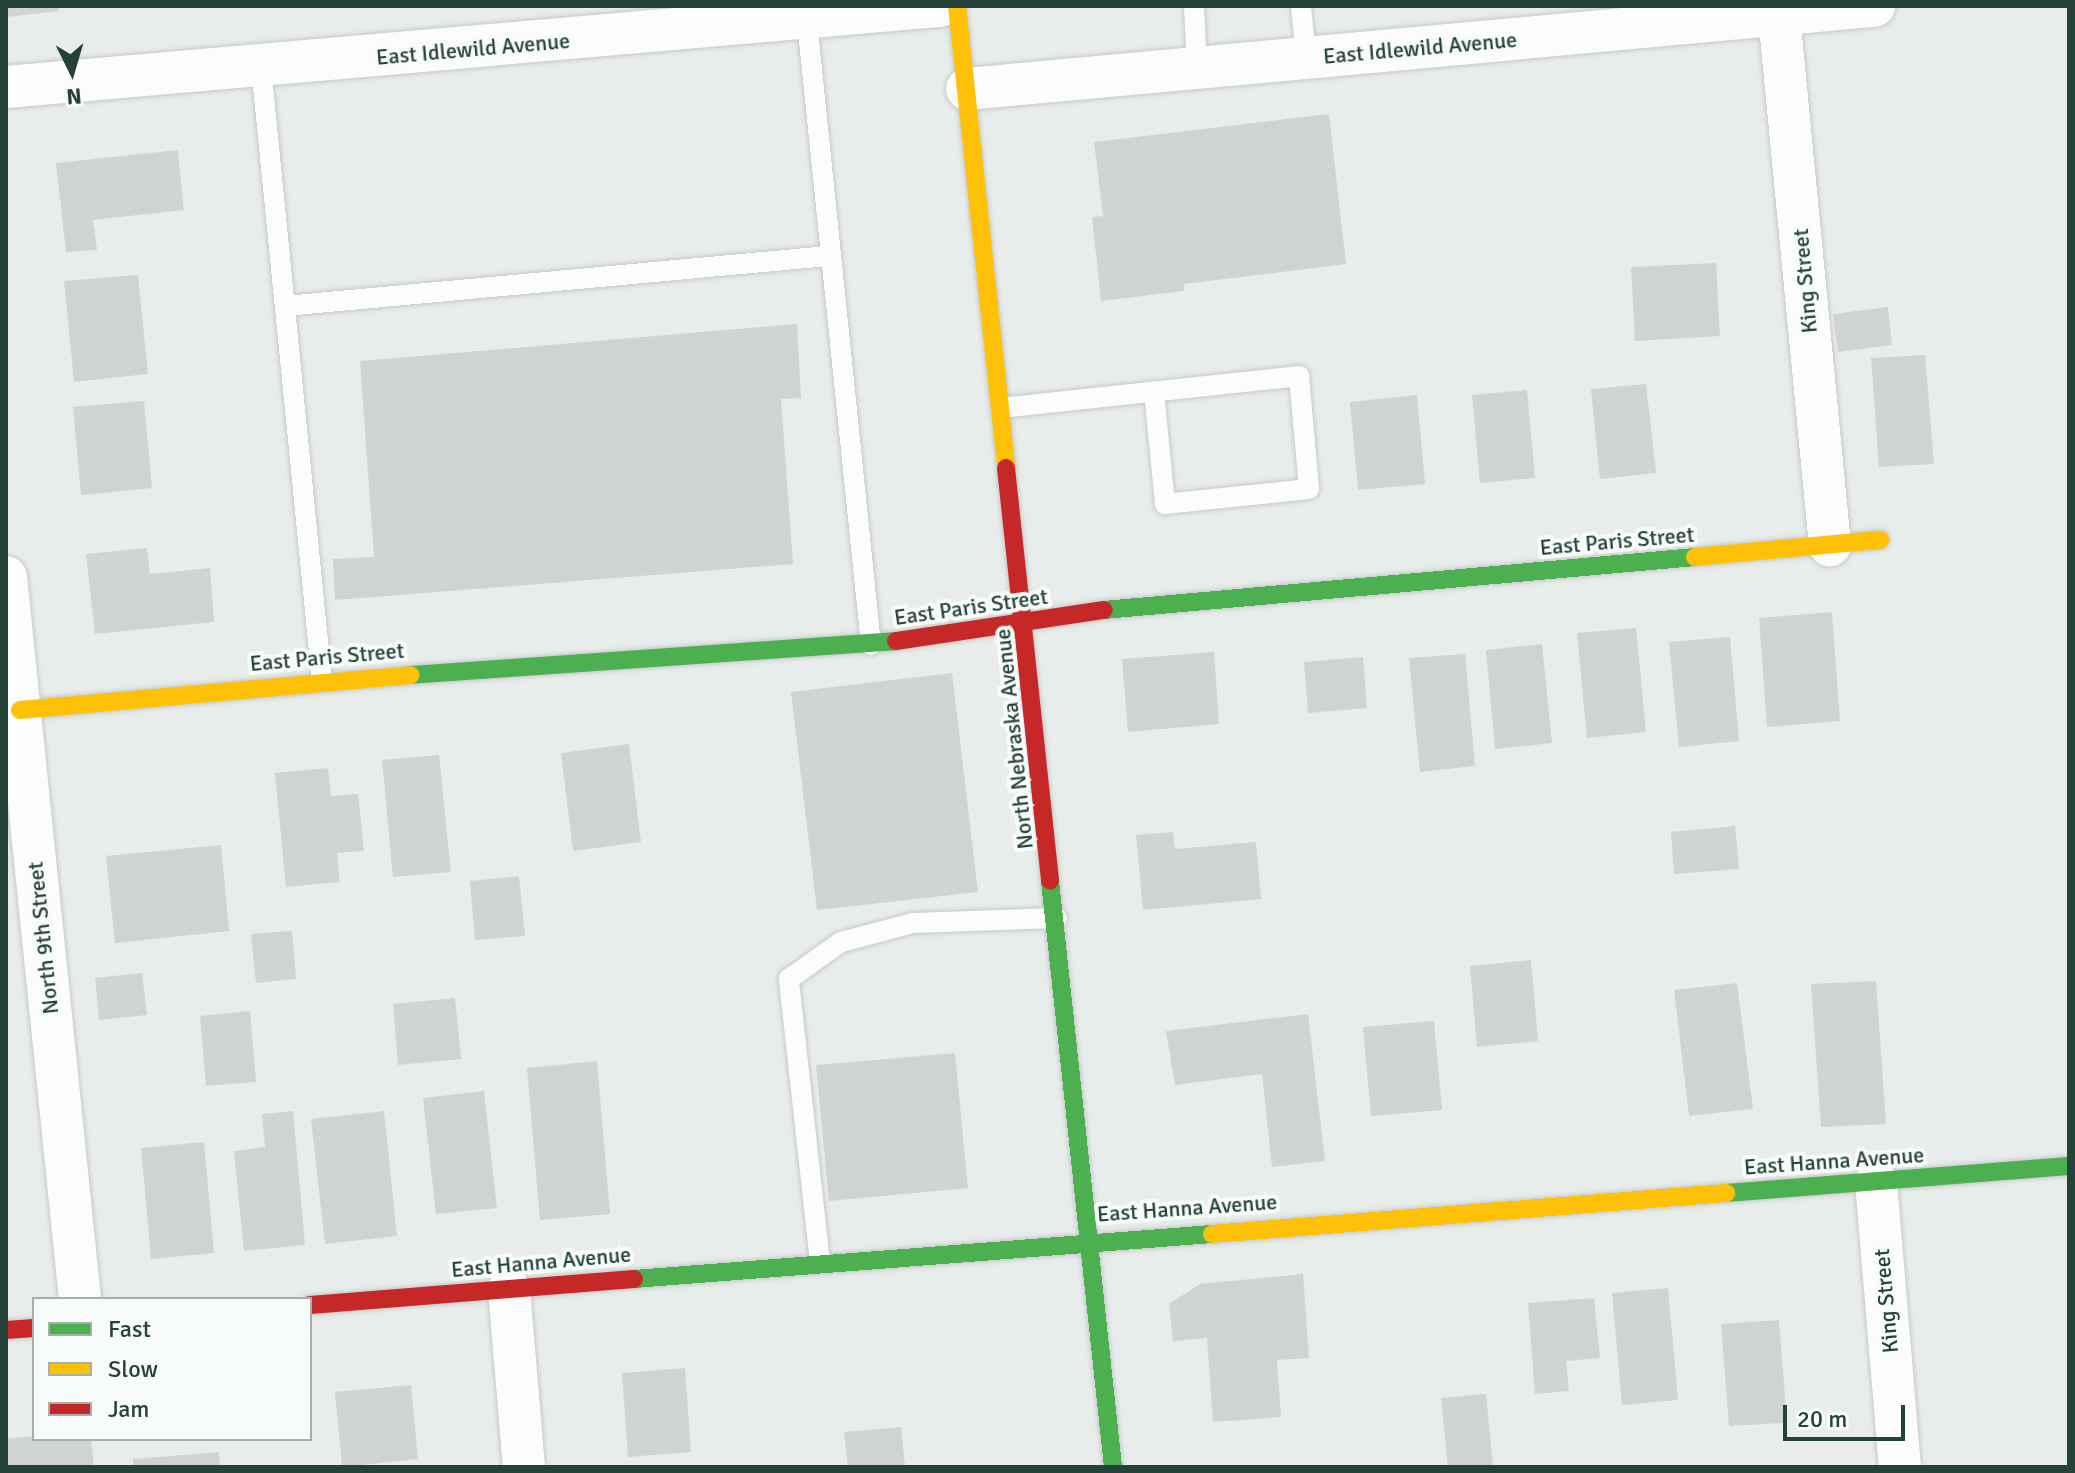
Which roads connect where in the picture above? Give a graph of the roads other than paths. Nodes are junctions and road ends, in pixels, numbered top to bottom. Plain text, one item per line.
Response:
1 (940, 6) edge
2 (957, 6) edge
3 (1194, 6) edge
4 (1301, 6) edge
5 (1874, 6) edge
6 (1779, 15) junction
7 (807, 21) junction
8 (1306, 58) junction
9 (261, 66) junction
10 (1197, 68) junction
11 (6, 87) edge
12 (967, 89) junction
13 (828, 256) junction
14 (285, 306) junction
15 (1154, 392) junction
16 (1001, 408) junction
17 (1880, 540) dead end
18 (1830, 546) junction
19 (6, 577) edge
20 (1025, 626) junction
21 (871, 645) junction
22 (322, 681) junction
23 (20, 710) junction
24 (1057, 918) junction
25 (2069, 1166) edge
26 (1876, 1182) junction
27 (1091, 1239) junction
28 (820, 1262) junction
29 (509, 1289) junction
30 (80, 1297) edge
31 (312, 1305) edge
32 (32, 1328) edge
33 (6, 1330) edge
34 (524, 1467) edge
35 (1113, 1467) edge
36 (1900, 1467) edge

1 - 7 street, East Idlewild Avenue
2 - 12 street, North Nebraska Avenue
3 - 10 lane
4 - 8 lane
5 - 6 street, East Idlewild Avenue
6 - 8 street, East Idlewild Avenue
6 - 18 street, King Street
7 - 9 street, East Idlewild Avenue
7 - 13 lane
8 - 10 street, East Idlewild Avenue
9 - 11 street, East Idlewild Avenue
9 - 14 lane
10 - 12 street, East Idlewild Avenue
12 - 16 street, North Nebraska Avenue
13 - 14 lane
13 - 21 lane
14 - 22 lane
15 - 15 lane
15 - 16 lane
16 - 20 street, North Nebraska Avenue
17 - 18 street, East Paris Street
18 - 20 street, East Paris Street
19 - 23 street, North 9th Street
20 - 21 street, East Paris Street
20 - 24 street, North Nebraska Avenue
21 - 22 street, East Paris Street
22 - 23 street, East Paris Street
23 - 30 street, North 9th Street
24 - 27 street, North Nebraska Avenue
24 - 28 lane
25 - 26 street, East Hanna Avenue
26 - 27 street, East Hanna Avenue
26 - 36 street, King Street
27 - 28 street, East Hanna Avenue
27 - 35 street, North Nebraska Avenue
28 - 29 street, East Hanna Avenue
29 - 31 street, East Hanna Avenue
29 - 34 street
32 - 33 street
○ ○ ○ ○
→ **TASK BRIEF**:
The answer is the full listing above, repeated exactly, with its pictures removed.

→ **ANSWER BOX**:
Which roads connect where in the picture above? Give a graph of the roads other than paths. Nodes are junctions and road ends, in pixels, numbered top to bottom. Plain text, one item per line.
Response:
1 (940, 6) edge
2 (957, 6) edge
3 (1194, 6) edge
4 (1301, 6) edge
5 (1874, 6) edge
6 (1779, 15) junction
7 (807, 21) junction
8 (1306, 58) junction
9 (261, 66) junction
10 (1197, 68) junction
11 (6, 87) edge
12 (967, 89) junction
13 (828, 256) junction
14 (285, 306) junction
15 (1154, 392) junction
16 (1001, 408) junction
17 (1880, 540) dead end
18 (1830, 546) junction
19 (6, 577) edge
20 (1025, 626) junction
21 (871, 645) junction
22 (322, 681) junction
23 (20, 710) junction
24 (1057, 918) junction
25 (2069, 1166) edge
26 (1876, 1182) junction
27 (1091, 1239) junction
28 (820, 1262) junction
29 (509, 1289) junction
30 (80, 1297) edge
31 (312, 1305) edge
32 (32, 1328) edge
33 (6, 1330) edge
34 (524, 1467) edge
35 (1113, 1467) edge
36 (1900, 1467) edge

1 - 7 street, East Idlewild Avenue
2 - 12 street, North Nebraska Avenue
3 - 10 lane
4 - 8 lane
5 - 6 street, East Idlewild Avenue
6 - 8 street, East Idlewild Avenue
6 - 18 street, King Street
7 - 9 street, East Idlewild Avenue
7 - 13 lane
8 - 10 street, East Idlewild Avenue
9 - 11 street, East Idlewild Avenue
9 - 14 lane
10 - 12 street, East Idlewild Avenue
12 - 16 street, North Nebraska Avenue
13 - 14 lane
13 - 21 lane
14 - 22 lane
15 - 15 lane
15 - 16 lane
16 - 20 street, North Nebraska Avenue
17 - 18 street, East Paris Street
18 - 20 street, East Paris Street
19 - 23 street, North 9th Street
20 - 21 street, East Paris Street
20 - 24 street, North Nebraska Avenue
21 - 22 street, East Paris Street
22 - 23 street, East Paris Street
23 - 30 street, North 9th Street
24 - 27 street, North Nebraska Avenue
24 - 28 lane
25 - 26 street, East Hanna Avenue
26 - 27 street, East Hanna Avenue
26 - 36 street, King Street
27 - 28 street, East Hanna Avenue
27 - 35 street, North Nebraska Avenue
28 - 29 street, East Hanna Avenue
29 - 31 street, East Hanna Avenue
29 - 34 street
32 - 33 street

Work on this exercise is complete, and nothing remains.